Reseña del editor:
With lines so sharp you could shave yourself with them, Sweet Smell of Success is the smartest, most cynical American film of the 1950s. Written by Ernest Lehman (North by Northwest, The Sound of Music) and the celebrated leftist playwright Clifford Odets, it is a vicious dissection of the world of public relations and journalism which conjures up a world of creeping hysteria and acid disenchantment. Tony Curtis playing the scuttling press agent Sidney Falco, and Burt Lancaster the Walter Winchell-like columnist J. J. Hunsecker, gave the performances of their careers. With a specially commissioned introduction by Ernest Lehman, and an appreciation of the film's director, Alexander Mackendrick, by James Mangold.
Biografía del autor:
Ernest Lehman lives in Los Angeles, California.
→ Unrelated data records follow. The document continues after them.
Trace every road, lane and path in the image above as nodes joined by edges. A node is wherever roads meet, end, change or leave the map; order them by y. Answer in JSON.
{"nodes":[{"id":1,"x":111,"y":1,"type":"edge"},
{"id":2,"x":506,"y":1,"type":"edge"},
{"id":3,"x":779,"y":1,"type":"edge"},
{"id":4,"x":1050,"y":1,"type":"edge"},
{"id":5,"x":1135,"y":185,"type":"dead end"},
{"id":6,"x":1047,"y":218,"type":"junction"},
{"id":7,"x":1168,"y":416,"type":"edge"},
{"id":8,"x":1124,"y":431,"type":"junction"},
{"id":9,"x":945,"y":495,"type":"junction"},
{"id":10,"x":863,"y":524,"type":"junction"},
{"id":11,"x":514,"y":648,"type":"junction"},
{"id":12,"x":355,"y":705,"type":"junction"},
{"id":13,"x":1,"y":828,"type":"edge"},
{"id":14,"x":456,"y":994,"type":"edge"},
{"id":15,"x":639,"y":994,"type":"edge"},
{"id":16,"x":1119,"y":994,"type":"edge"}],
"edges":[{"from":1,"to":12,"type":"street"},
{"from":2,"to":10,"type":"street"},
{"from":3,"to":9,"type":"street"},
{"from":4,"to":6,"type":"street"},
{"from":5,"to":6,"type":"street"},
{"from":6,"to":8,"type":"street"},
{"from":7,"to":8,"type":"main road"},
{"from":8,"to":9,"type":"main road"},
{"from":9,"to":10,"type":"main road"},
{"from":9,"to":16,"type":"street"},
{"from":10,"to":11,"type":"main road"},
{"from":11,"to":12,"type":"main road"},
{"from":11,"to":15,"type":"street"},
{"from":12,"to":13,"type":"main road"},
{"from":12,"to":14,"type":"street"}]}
One of the most critically and commercially successful screenwriters ever to work in Hollywood, his movie scripts include Sabrina, The King and I, Somebody Up There Likes Me, West Side Story, Who's Afraid of Virginia Wolf, and Portnoy's Complaint.
Known primarily as one of the great American playwrights--his classic dramas in Waiting for Lefty and Rocket to the Moon--Clifford Odets also wrote or co-wrote 18 movies for film and television.